→ WORK ITEM: Leaving the pictures aside, return all of the data below exactly.

→ RECORDS SUPPLIED:
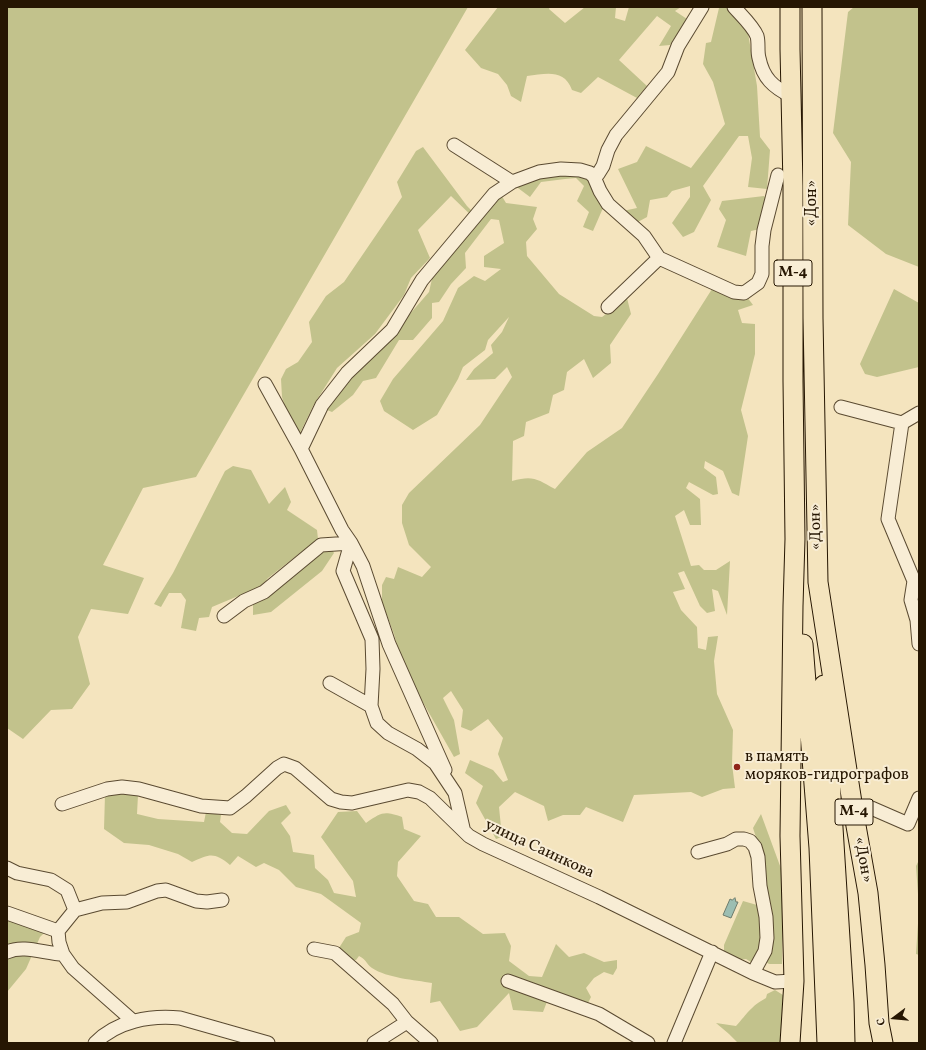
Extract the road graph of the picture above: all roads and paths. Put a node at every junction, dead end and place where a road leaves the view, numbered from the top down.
1 (702, 7) edge
2 (734, 7) edge
3 (790, 7) edge
4 (812, 7) edge
5 (791, 96) junction
6 (454, 146) dead end
7 (778, 175) dead end
8 (594, 177) junction
9 (512, 182) junction
10 (658, 258) junction
11 (608, 307) dead end
12 (266, 384) dead end
13 (841, 407) dead end
14 (919, 413) edge
15 (902, 423) junction
16 (301, 449) junction
17 (795, 539) junction
18 (351, 543) junction
19 (818, 582) junction
20 (916, 583) edge
21 (224, 616) dead end
22 (918, 620) edge
23 (919, 644) edge
24 (330, 683) dead end
25 (371, 706) junction
26 (455, 794) junction
27 (918, 801) edge
28 (62, 804) dead end
29 (869, 807) dead end
30 (463, 828) junction
31 (698, 852) dead end
32 (7, 868) edge
33 (222, 900) dead end
34 (75, 910) junction
35 (7, 913) edge
36 (58, 931) junction
37 (314, 949) dead end
38 (7, 952) edge
39 (712, 952) junction
40 (63, 954) junction
41 (753, 972) junction
42 (508, 981) dead end
43 (794, 981) junction
44 (133, 1021) junction
45 (407, 1022) junction
46 (95, 1043) edge
47 (268, 1043) edge
48 (374, 1043) edge
49 (431, 1043) edge
50 (648, 1043) edge
51 (674, 1043) edge
52 (790, 1043) edge
53 (827, 1043) edge
54 (845, 1043) edge
55 (883, 1043) edge

1 - 8 street
2 - 5 street
3 - 5 highway, «Дон» / М-4
4 - 19 highway, «Дон» / М-4
5 - 17 highway, «Дон» / М-4
6 - 9 street
7 - 10 street
8 - 9 street
8 - 10 street
9 - 16 street
10 - 11 street
12 - 16 street
13 - 15 street
14 - 15 street
15 - 20 street
16 - 18 street
17 - 43 highway, «Дон» / М-4
17 - 53 highway
18 - 21 street
18 - 25 street
18 - 26 street
19 - 54 highway
19 - 55 highway, «Дон» / М-4
20 - 22 street
22 - 23 street
24 - 25 street
25 - 26 street
26 - 30 street
27 - 29 street
28 - 30 street, улица Саинкова
30 - 39 street, улица Саинкова
31 - 41 street
32 - 34 street
33 - 34 street
34 - 36 street
35 - 36 street
36 - 40 street
37 - 45 street
38 - 40 street
39 - 41 street, улица Саинкова
39 - 51 street
40 - 44 street
41 - 43 street, улица Саинкова
42 - 50 street
43 - 52 highway, «Дон» / М-4
44 - 46 street
44 - 47 street
45 - 48 street
45 - 49 street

→ OUTPUT FOR THIS TASK:
Extract the road graph of the picture above: all roads and paths. Put a node at every junction, dead end and place where a road leaves the view, numbered from the top down.
1 (702, 7) edge
2 (734, 7) edge
3 (790, 7) edge
4 (812, 7) edge
5 (791, 96) junction
6 (454, 146) dead end
7 (778, 175) dead end
8 (594, 177) junction
9 (512, 182) junction
10 (658, 258) junction
11 (608, 307) dead end
12 (266, 384) dead end
13 (841, 407) dead end
14 (919, 413) edge
15 (902, 423) junction
16 (301, 449) junction
17 (795, 539) junction
18 (351, 543) junction
19 (818, 582) junction
20 (916, 583) edge
21 (224, 616) dead end
22 (918, 620) edge
23 (919, 644) edge
24 (330, 683) dead end
25 (371, 706) junction
26 (455, 794) junction
27 (918, 801) edge
28 (62, 804) dead end
29 (869, 807) dead end
30 (463, 828) junction
31 (698, 852) dead end
32 (7, 868) edge
33 (222, 900) dead end
34 (75, 910) junction
35 (7, 913) edge
36 (58, 931) junction
37 (314, 949) dead end
38 (7, 952) edge
39 (712, 952) junction
40 (63, 954) junction
41 (753, 972) junction
42 (508, 981) dead end
43 (794, 981) junction
44 (133, 1021) junction
45 (407, 1022) junction
46 (95, 1043) edge
47 (268, 1043) edge
48 (374, 1043) edge
49 (431, 1043) edge
50 (648, 1043) edge
51 (674, 1043) edge
52 (790, 1043) edge
53 (827, 1043) edge
54 (845, 1043) edge
55 (883, 1043) edge

1 - 8 street
2 - 5 street
3 - 5 highway, «Дон» / М-4
4 - 19 highway, «Дон» / М-4
5 - 17 highway, «Дон» / М-4
6 - 9 street
7 - 10 street
8 - 9 street
8 - 10 street
9 - 16 street
10 - 11 street
12 - 16 street
13 - 15 street
14 - 15 street
15 - 20 street
16 - 18 street
17 - 43 highway, «Дон» / М-4
17 - 53 highway
18 - 21 street
18 - 25 street
18 - 26 street
19 - 54 highway
19 - 55 highway, «Дон» / М-4
20 - 22 street
22 - 23 street
24 - 25 street
25 - 26 street
26 - 30 street
27 - 29 street
28 - 30 street, улица Саинкова
30 - 39 street, улица Саинкова
31 - 41 street
32 - 34 street
33 - 34 street
34 - 36 street
35 - 36 street
36 - 40 street
37 - 45 street
38 - 40 street
39 - 41 street, улица Саинкова
39 - 51 street
40 - 44 street
41 - 43 street, улица Саинкова
42 - 50 street
43 - 52 highway, «Дон» / М-4
44 - 46 street
44 - 47 street
45 - 48 street
45 - 49 street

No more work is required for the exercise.